What is needed: In the records, find every line with the word "covering" and copy it out.
===
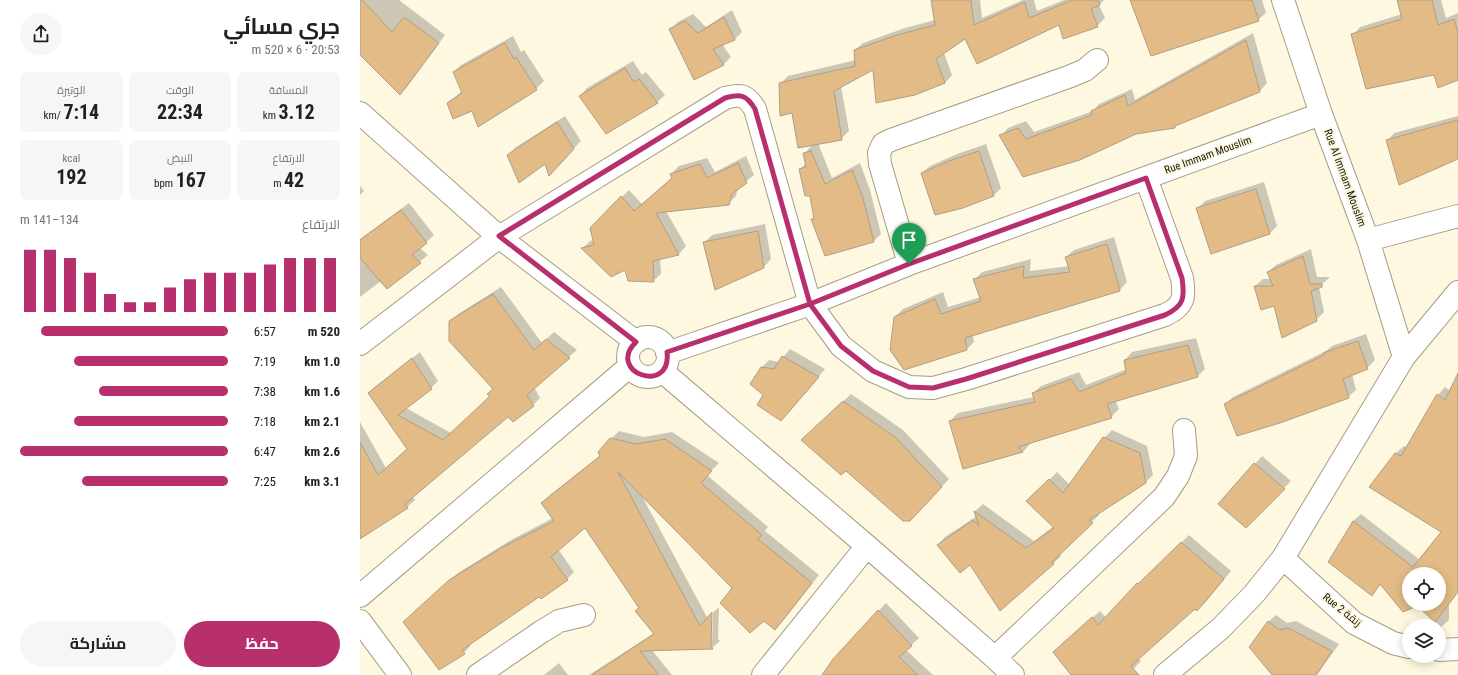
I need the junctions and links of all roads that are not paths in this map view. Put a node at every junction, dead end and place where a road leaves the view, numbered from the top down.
1 (1283, 0) edge
2 (1097, 60) dead end
3 (360, 113) edge
4 (1321, 114) junction
5 (1146, 178) junction
6 (1458, 216) edge
7 (499, 236) junction
8 (1368, 240) junction
9 (909, 264) junction
10 (1458, 292) edge
11 (810, 304) junction
12 (636, 342) junction
13 (360, 344) edge
14 (1404, 357) junction
15 (664, 362) junction
16 (630, 366) junction
17 (1184, 430) dead end
18 (867, 546) junction
19 (1283, 558) junction
20 (360, 596) edge
21 (584, 615) dead end
22 (360, 621) edge
23 (1402, 645) edge
24 (1458, 649) edge
25 (1446, 650) edge
26 (995, 658) junction
27 (400, 675) edge
28 (478, 675) edge
29 (763, 675) edge
30 (1012, 675) edge
31 (1165, 675) edge

1 - 4 street, Rue Al Immam Mouslim
2 - 9 street
3 - 7 street
4 - 5 street, Rue Immam Mouslim
4 - 8 street, Rue Al Immam Mouslim
5 - 9 street, Rue Immam Mouslim
5 - 11 street
6 - 8 street
7 - 11 street
7 - 12 street
7 - 13 street
8 - 14 street, Rue Al Immam Mouslim
9 - 11 street, Rue Immam Mouslim
10 - 14 street
11 - 15 street, Rue Immam Mouslim
12 - 15 street
12 - 16 street
14 - 19 street
15 - 16 street
15 - 18 street
16 - 20 street
17 - 26 street
18 - 26 street
18 - 29 street
19 - 23 street, Rue 2 زنقة
19 - 31 street
21 - 28 street
22 - 27 street
24 - 25 street
26 - 30 street

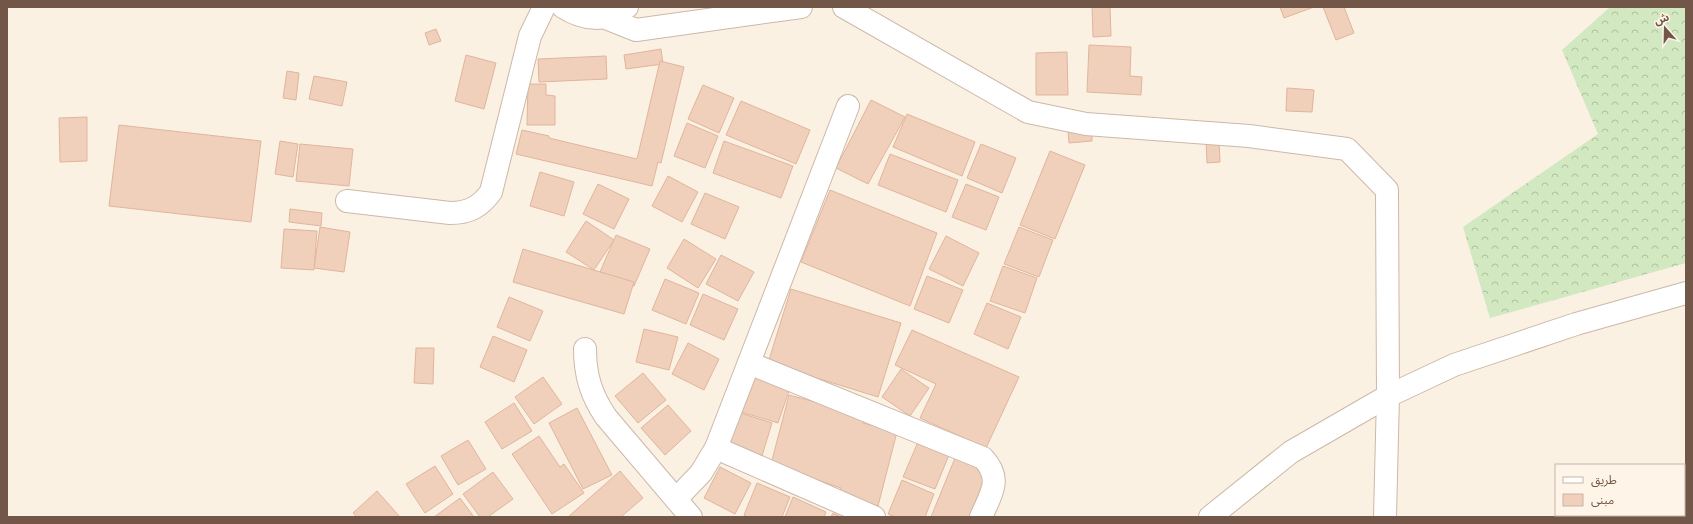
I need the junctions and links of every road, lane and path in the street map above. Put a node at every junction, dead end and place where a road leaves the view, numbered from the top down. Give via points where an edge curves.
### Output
1 (544, 7) edge
2 (563, 7) edge
3 (626, 7) edge
4 (801, 7) edge
5 (844, 7) edge
6 (606, 18) junction
7 (848, 106) dead end
8 (347, 201) dead end
9 (1686, 293) edge
10 (585, 349) dead end
11 (749, 362) junction
12 (1388, 396) junction
13 (716, 448) junction
14 (676, 499) junction
15 (691, 517) edge
16 (874, 517) edge
17 (982, 517) edge
18 (1210, 517) edge
19 (1386, 517) edge

1 - 8 street via 530,36 490,192 484,202 462,213 450,213
2 - 6 street via 574,14
3 - 6 street
4 - 6 street via 636,30
5 - 12 street via 1028,112 1086,124 1248,136 1347,149 1388,190
7 - 11 street
9 - 12 street via 1576,324 1454,365
10 - 14 street via 585,367 596,402
11 - 13 street
11 - 17 street via 983,458 993,472 995,480
12 - 18 street via 1291,452
12 - 19 street
13 - 14 street via 701,473
13 - 16 street
14 - 15 street

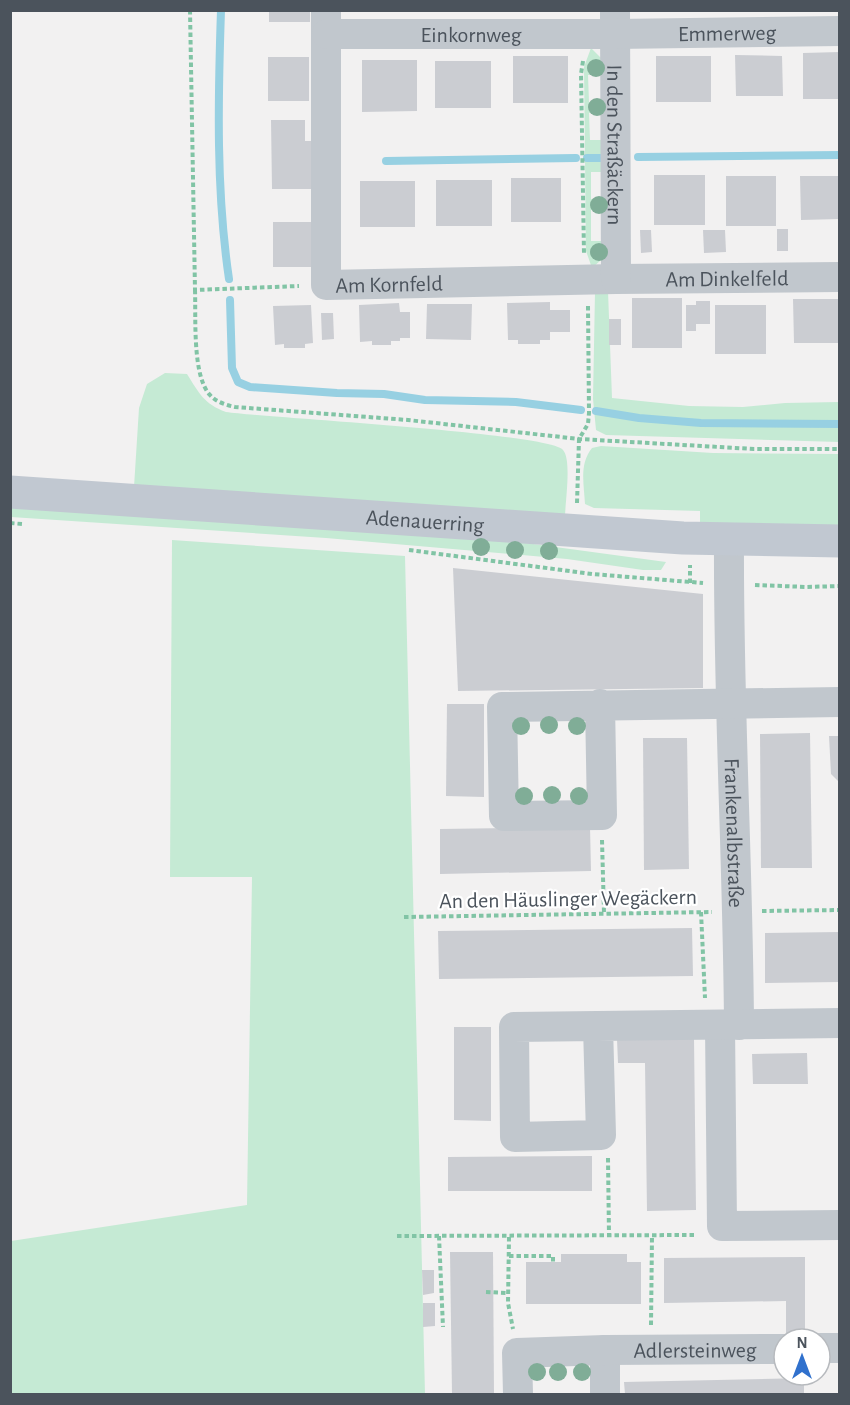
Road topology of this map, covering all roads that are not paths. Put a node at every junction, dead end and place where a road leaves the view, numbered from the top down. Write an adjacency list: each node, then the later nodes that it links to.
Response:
1 (327, 22): 2 (street, Einkornweg); 5 (street, Am Kornfeld)
2 (605, 26): 3 (street, Emmerweg); 5 (street, In den Straßäckern)
3 (840, 31)
4 (840, 277): 5 (street, Am Dinkelfeld)
5 (602, 279)
6 (10, 492): 7 (main road, Adenauerring)
7 (729, 539): 8 (main road, Adenauerring); 10 (street, Frankenalbstraße)
8 (840, 541)
9 (840, 702): 10 (street)
10 (730, 703): 11 (street); 13 (street, Frankenalbstraße)
11 (600, 704): 11 (street)
12 (840, 1023): 13 (street)
13 (721, 1025): 14 (street); 15 (street, Frankenalbstraße)
14 (598, 1026): 14 (street)
15 (840, 1225)
16 (772, 1348): 17 (street, Adlersteinweg)
17 (605, 1350): 18 (street, Adlersteinweg); 19 (street, Adlersteinweg)
18 (518, 1395)
19 (605, 1395)

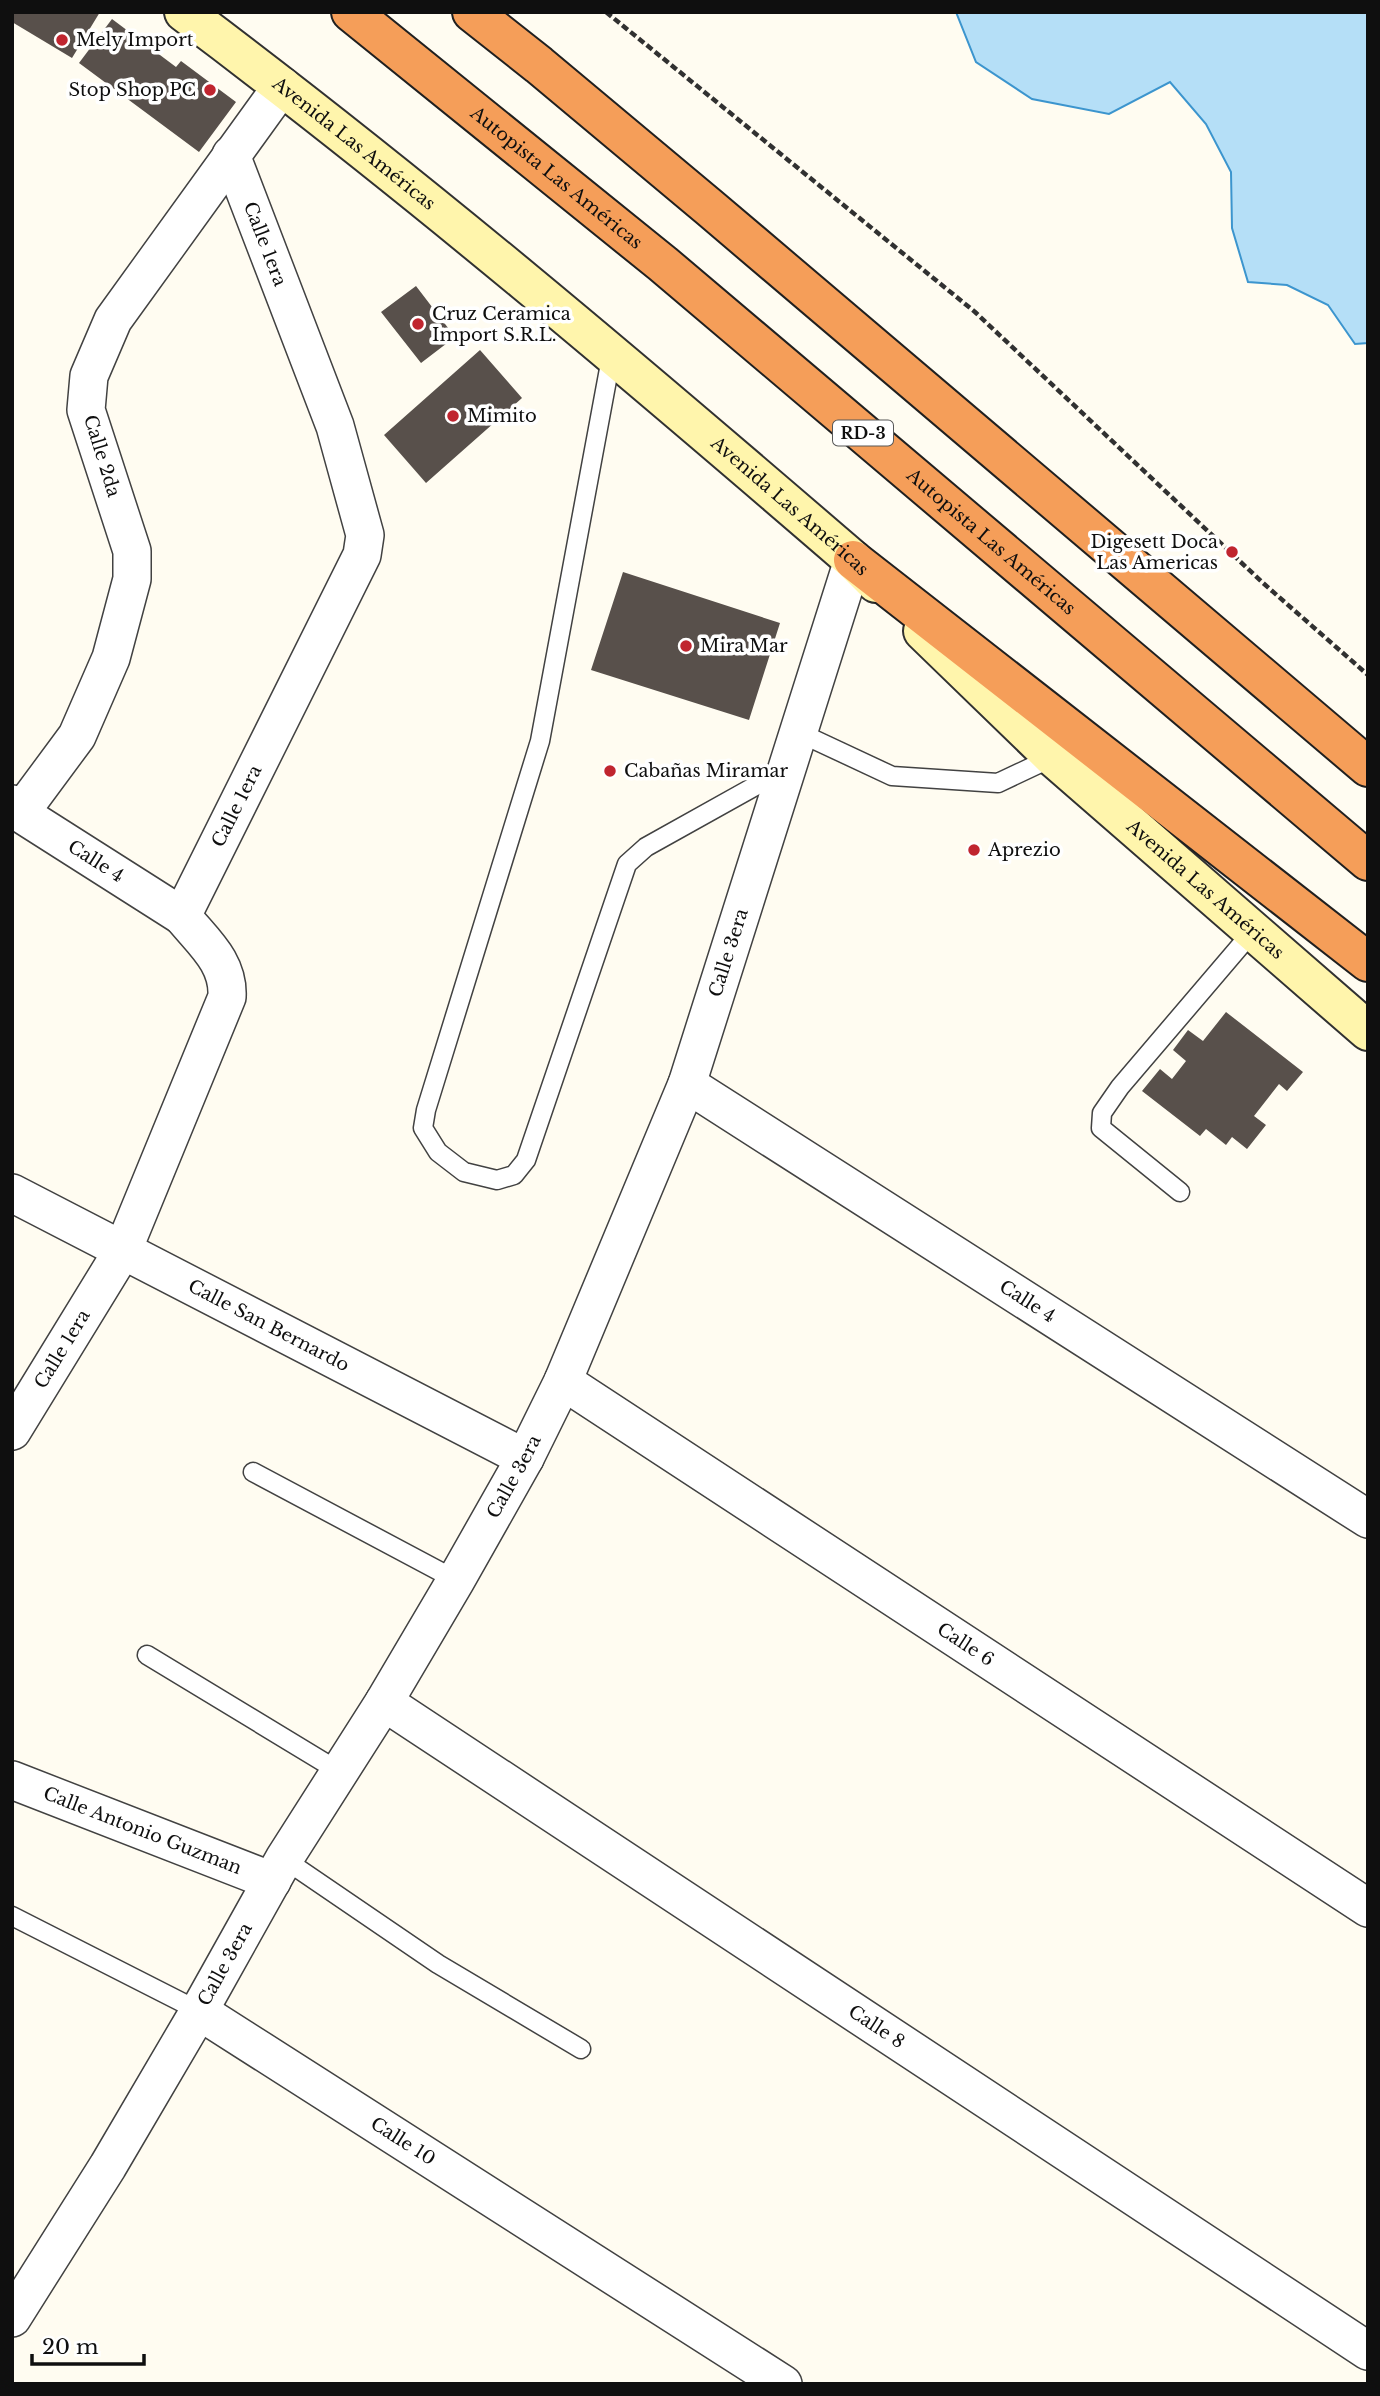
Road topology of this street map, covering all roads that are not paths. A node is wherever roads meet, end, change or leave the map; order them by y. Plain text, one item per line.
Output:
1 (184, 12) edge
2 (351, 12) edge
3 (472, 12) edge
4 (282, 86) junction
5 (231, 155) junction
6 (611, 352) junction
7 (853, 560) junction
8 (800, 733) junction
9 (1053, 757) junction
10 (789, 767) junction
11 (1368, 767) edge
12 (16, 808) edge
13 (1368, 861) edge
14 (182, 916) junction
15 (1253, 931) junction
16 (1368, 961) edge
17 (1368, 1031) edge
18 (687, 1084) junction
19 (1180, 1192) dead end
20 (12, 1193) edge
21 (123, 1250) junction
22 (563, 1381) junction
23 (12, 1431) edge
24 (525, 1458) junction
25 (253, 1472) dead end
26 (1368, 1518) edge
27 (456, 1580) junction
28 (146, 1655) dead end
29 (384, 1702) junction
30 (340, 1772) junction
31 (12, 1780) edge
32 (278, 1870) junction
33 (1368, 1908) edge
34 (12, 1916) edge
35 (199, 2011) junction
36 (580, 2049) dead end
37 (12, 2318) edge
38 (1368, 2351) edge
39 (783, 2384) edge

1 - 4 main road, Avenida Las Américas
2 - 13 highway, Autopista Las Américas / RD-3
3 - 11 highway
4 - 5 street, Calle 2da
4 - 6 main road, Avenida Las Américas
5 - 12 street, Calle 2da
5 - 14 street, Calle 1era
6 - 7 main road, Avenida Las Américas
6 - 10 lane
7 - 8 street, Calle 3era
7 - 9 main road, Avenida Las Américas
7 - 16 highway
8 - 9 lane
8 - 10 street, Calle 3era
9 - 15 main road, Avenida Las Américas
10 - 18 street, Calle 3era
12 - 14 street, Calle 4
14 - 21 street, Calle 1era
15 - 17 main road, Avenida Las Américas
15 - 19 lane
18 - 22 street, Calle 3era
18 - 26 street, Calle 4
20 - 21 street, Calle San Bernardo
21 - 23 street, Calle 1era
21 - 24 street, Calle San Bernardo
22 - 24 street, Calle 3era
22 - 33 street, Calle 6
24 - 27 street, Calle 3era
25 - 27 lane
27 - 29 street, Calle 3era
28 - 30 lane
29 - 30 street, Calle 3era
29 - 38 street, Calle 8
30 - 32 street, Calle 3era
31 - 32 street, Calle Antonio Guzman
32 - 35 street, Calle 3era
32 - 36 lane
34 - 35 lane, Calle 10
35 - 37 street, Calle 3era
35 - 39 street, Calle 10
===
Answer to the problem:
Road topology of this map, covering all roads that are not paths. Put a node at every junction, dead end and place where a road leaves the view, numbered from the top down. Write an adjacency list: each node, then the later nodes that it links to.
Road topology of this street map, covering all roads that are not paths. A node is wherever roads meet, end, change or leave the map; order them by y. Plain text, one item per line.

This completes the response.